Hard to beat the weight of new lithium batts though exept if you were bicycing across the Kalahari and there is no power to recharge (and you lost your portable solar panel)


----------



## Lugano (Jan 16, 2011)

I use both battery lights and dynamo lights. Battery lights are brighter but the dynamo lights aren't bad at all, especially the best ones from Busch & Müller as well as the Schmidt eDelux. They are better suited to commuting or road usage in my experience. The resistance of a good dynamo hub is negligible and they are surely not a novelty if for no other reason than that you never think about the battery. The best ones are good enough to use alone but they are not as bright as good battery lights. 

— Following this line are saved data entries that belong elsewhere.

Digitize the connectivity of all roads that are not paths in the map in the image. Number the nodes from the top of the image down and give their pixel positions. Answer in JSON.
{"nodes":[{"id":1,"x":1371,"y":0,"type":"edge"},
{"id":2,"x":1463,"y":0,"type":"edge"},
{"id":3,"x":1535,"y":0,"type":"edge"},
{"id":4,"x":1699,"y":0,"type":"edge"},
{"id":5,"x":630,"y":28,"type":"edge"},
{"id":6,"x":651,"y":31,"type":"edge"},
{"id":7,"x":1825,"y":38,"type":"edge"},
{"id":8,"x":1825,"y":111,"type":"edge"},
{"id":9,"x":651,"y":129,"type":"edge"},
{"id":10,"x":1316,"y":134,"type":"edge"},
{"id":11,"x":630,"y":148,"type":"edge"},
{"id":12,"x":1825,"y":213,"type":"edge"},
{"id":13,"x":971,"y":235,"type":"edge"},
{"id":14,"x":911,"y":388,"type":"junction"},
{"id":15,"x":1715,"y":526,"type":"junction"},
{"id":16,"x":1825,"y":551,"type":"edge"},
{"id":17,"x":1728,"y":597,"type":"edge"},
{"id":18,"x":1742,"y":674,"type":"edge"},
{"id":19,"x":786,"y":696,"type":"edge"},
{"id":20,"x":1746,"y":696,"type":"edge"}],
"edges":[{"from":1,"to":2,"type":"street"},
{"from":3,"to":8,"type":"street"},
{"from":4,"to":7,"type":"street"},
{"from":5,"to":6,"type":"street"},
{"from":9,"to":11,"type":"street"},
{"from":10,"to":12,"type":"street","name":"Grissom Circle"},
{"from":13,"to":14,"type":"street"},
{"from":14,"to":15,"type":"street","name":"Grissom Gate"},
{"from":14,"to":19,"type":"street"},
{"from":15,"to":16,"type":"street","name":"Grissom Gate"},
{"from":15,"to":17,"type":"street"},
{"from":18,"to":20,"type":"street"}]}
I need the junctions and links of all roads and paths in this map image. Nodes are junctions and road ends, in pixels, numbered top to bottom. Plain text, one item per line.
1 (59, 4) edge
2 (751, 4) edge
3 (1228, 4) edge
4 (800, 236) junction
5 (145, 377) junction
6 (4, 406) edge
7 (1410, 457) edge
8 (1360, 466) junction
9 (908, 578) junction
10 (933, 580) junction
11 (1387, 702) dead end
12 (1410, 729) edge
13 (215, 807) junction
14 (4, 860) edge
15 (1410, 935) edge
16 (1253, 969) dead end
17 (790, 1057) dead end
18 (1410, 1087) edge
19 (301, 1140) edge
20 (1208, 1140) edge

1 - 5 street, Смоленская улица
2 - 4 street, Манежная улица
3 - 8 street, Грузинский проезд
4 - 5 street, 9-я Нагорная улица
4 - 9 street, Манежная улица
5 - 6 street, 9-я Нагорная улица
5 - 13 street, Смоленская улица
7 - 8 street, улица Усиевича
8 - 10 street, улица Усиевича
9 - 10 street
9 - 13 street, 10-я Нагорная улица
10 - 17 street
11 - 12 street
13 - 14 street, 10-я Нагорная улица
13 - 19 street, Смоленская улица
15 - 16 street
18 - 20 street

I have a Supernova e3 Triple which claims to be one of the brighter ones putting out a supposed 800 lumens. It's probably half that based on my experience with some battery lights. However, they do produce full brightness at about 8 mph. 

I plan to get a B&M Luxos light when they become available this fall.


----------



## cue003 (May 6, 2011)

Look for dynamo lights that have a reserve setup (called standing light) so that when you stop the light can still be used for a couple minutes before shutting off. This reserve also helps maintain brightness when you slow down as well.

Exposure Lights just came out with a high powered dynamo light for 2013. The popular choices that I have seen in the past are from Lumotec/Busch and Miller, Schmidt, And Supernova. Others are starting to pay more attention to dynamo lights and getting in the mix.


----------



## dstorjoh (Aug 4, 2010)

cue003 said:


> Look for dynamo lights that have a reserve setup (called standing light) so that when you stop the light can still be used for a couple minutes before shutting off. This reserve also helps maintain brightness when you slow down as well.
> 
> Exposure Lights just came out with a high powered dynamo light for 2013. The popular choices that I have seen in the past are from Lumotec/Busch and Miller, Schmidt, And Supernova. Others are starting to pay more attention to dynamo lights and getting in the mix.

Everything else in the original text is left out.